しかし、ここまで表情が似ていると、そう思わざるを得ない。
まだ新神話は機能しているのだろうか、各方位の神獣をタイムシェアー的に巡る旅をしているのは、今までと変わりはないみたいだ。
もうまもなく、宇宙人が地球の虚構文明をいったん鎮静化する。新神話にも書いている行程だが、そうなればもう新神話が成ったも同じだから、新神話グループも解散の成り行きかと思っていたのだが、最後に追いつくようにして白虎が現れた。それも子猫として。シャーマン能力を備えた子猫たちである。神獣の化身と考えてもいいかも知れない。

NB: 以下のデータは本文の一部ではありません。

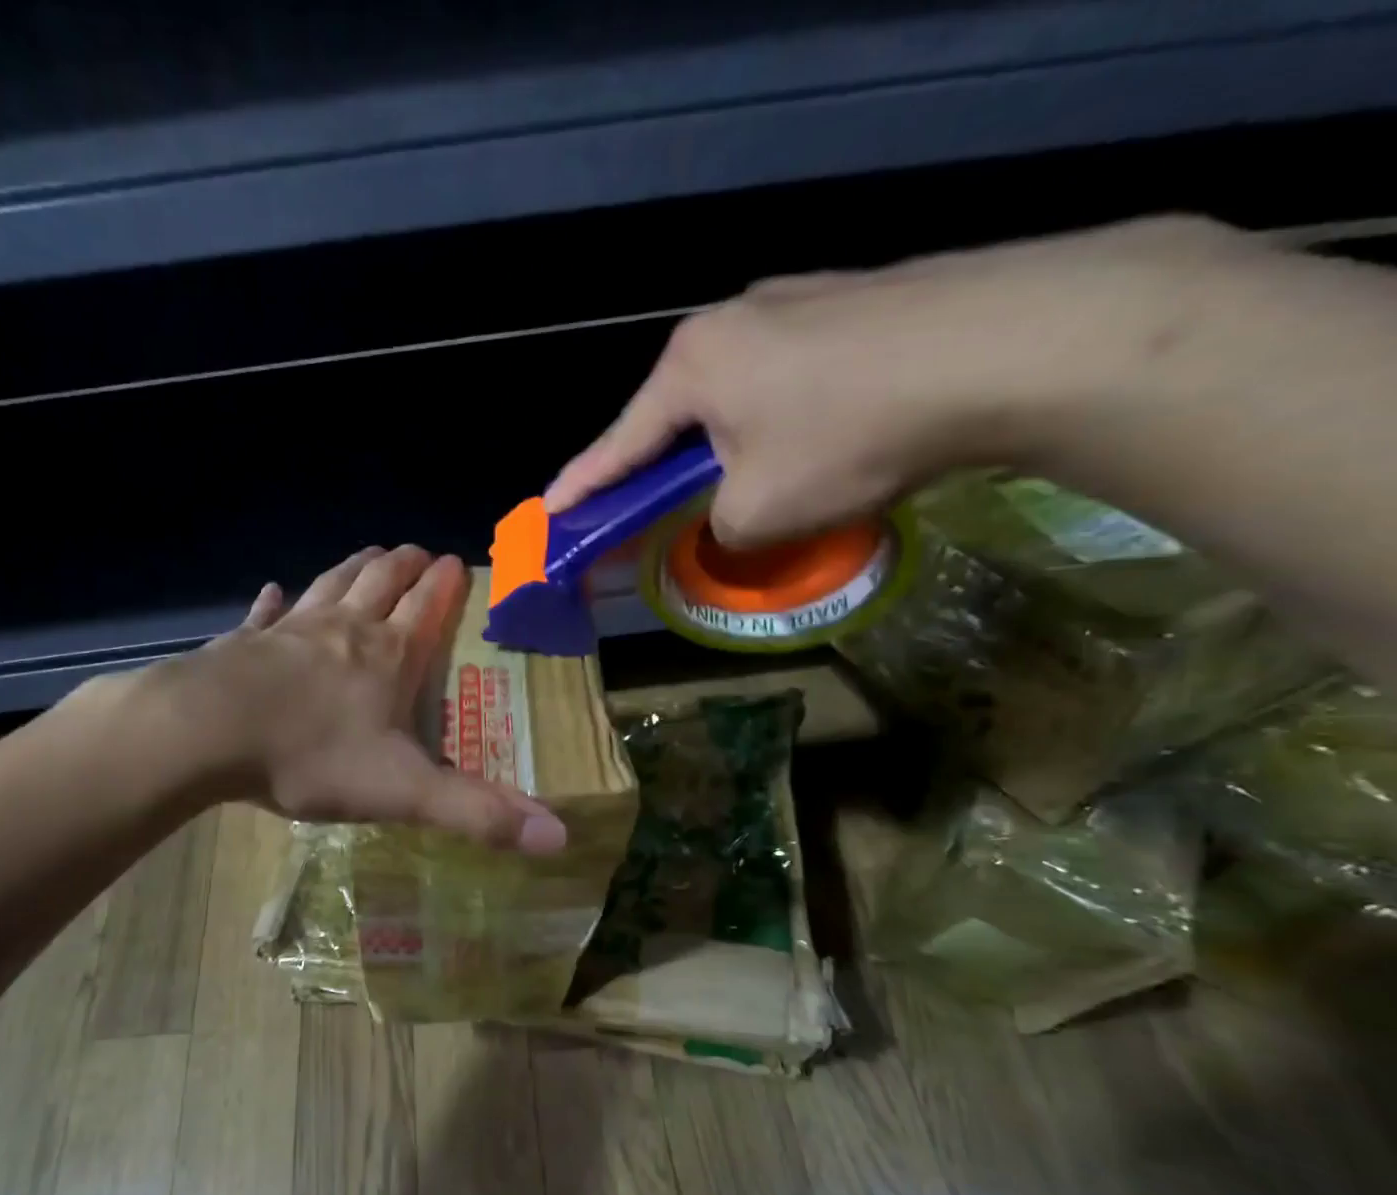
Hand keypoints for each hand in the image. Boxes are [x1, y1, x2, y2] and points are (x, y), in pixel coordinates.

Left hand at [168, 545, 568, 853]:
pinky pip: (265, 613)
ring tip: (369, 553)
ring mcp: (290, 630)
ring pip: (331, 585)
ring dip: (353, 567)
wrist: (208, 734)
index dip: (445, 585)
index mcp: (387, 657)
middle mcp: (344, 630)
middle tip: (417, 550)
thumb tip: (558, 839)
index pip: (427, 608)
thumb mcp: (404, 792)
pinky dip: (274, 601)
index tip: (456, 561)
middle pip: (380, 582)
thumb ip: (477, 814)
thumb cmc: (311, 756)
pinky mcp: (244, 643)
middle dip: (403, 565)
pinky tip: (273, 591)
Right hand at [542, 216, 1268, 547]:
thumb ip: (716, 527)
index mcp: (691, 366)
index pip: (618, 444)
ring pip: (736, 394)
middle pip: (676, 414)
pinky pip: (789, 375)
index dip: (582, 487)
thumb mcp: (759, 511)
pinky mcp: (851, 302)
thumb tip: (727, 520)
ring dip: (730, 443)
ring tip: (753, 482)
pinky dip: (782, 418)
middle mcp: (731, 321)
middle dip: (665, 466)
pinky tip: (816, 440)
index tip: (550, 513)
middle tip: (656, 510)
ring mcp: (795, 301)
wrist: (1009, 344)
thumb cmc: (850, 435)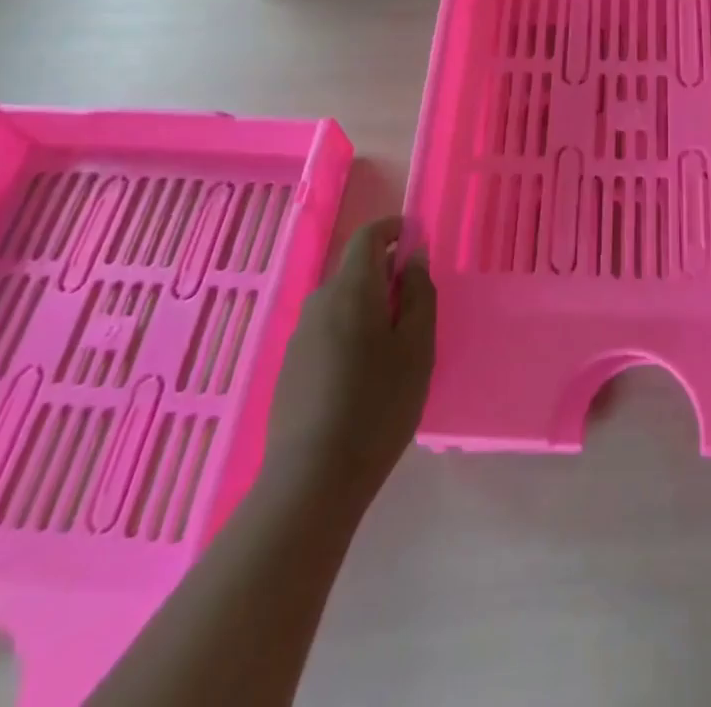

元の飼い主にリコール要求したものの、白虎だとなれば、どうしていいか。つまり、お客人だ。
しかし、まるで中国の客家のように食選びがすごい。キャットフーヅなど匂いをかいでバイバイ。もうサバには飽きつつあり、牛や卵、鳥を経て豚へと食牙が移行している。それに飽きたら・・・もう、後がない。
それに比べて私は、芋とかゆをいただいている。もう、呑まずにおれるかと、梅酒とビールのあと酒かすで甘酒作って、昼飯とした。身体が温まってとても心地いい。このまま息絶えたら、最高だろうに。
巡り終えた錆びた太陽
新神話で太陽神天照天皇は十二人の妃を擁していたとしている。ホツマに準拠しているのだが、それは黄道十二宮にも対応する。東西南北の方位にそれぞれ三妃で十二妃である。このような大奥のようなシステムにしたのは、ひとえに国祖を弱体化し陥れようとする邪神の姦計に他ならない。その直後、国祖は暗殺され封印され、世界は暗黒化した。あたかもいいように見える大奥ハーレムのカルマを背負った雛形の、翻弄された運命がいまここにある。いろんな雛形を引き受けすぎるものではない。
新神話発足以来、九人はいろんな形で現れたかに思える。あと三人となっていたとき、西の妃は子猫のメス三匹でやってきた感があって、これで巡り終えたのではないかという思いである。すでに二週間を三匹と寝食ともにし、成り行くに任せて別れがあり、それでおしまいになる流れだ。
ちょうど宇宙に出るタイミングとなる具合。あるいは2012年の満了まで行って、そこからは暦のない世界(新時代ならばよし)となるのか。三年もよう世話できないから、いづこかでさらばとなろう。
ホルス、ルシファーらは原初の太陽神。それがどこかに封印隠蔽されている間にも暦は進み、旧時代の幕引きとなるのか。不本意だったとか、悔しいとか言っておれまい。元通りにすべく動いた結果がこうなら、それでよしとすべきである。新神話もそれで終了する。
子猫たちは、もうすべてを理解しているようで、じっと向こうから見つめているだけで、私のもとには寄ってこなくなった。というのも、リコールの心積もりをしてしまったからだ。もう、私の脚を見ても、避けて走り去るだけだ。まさに心を読み取るシャーマンたちである。
いっそ、あんな夢は見るべきではなかった。見てはならなかった。
しかし、フーの、私たちの正体を見せて喜ばせてやろうという気持ちには、ただ感謝。
急によそよそしくなったお客人の態度に寂しさを催し、ついぞ道行きを捕まえて「大丈夫、仲良くやっていこう」と説得したら、また膝の上に乗ってくれるようになった。やはり三匹とも手放すことはできない。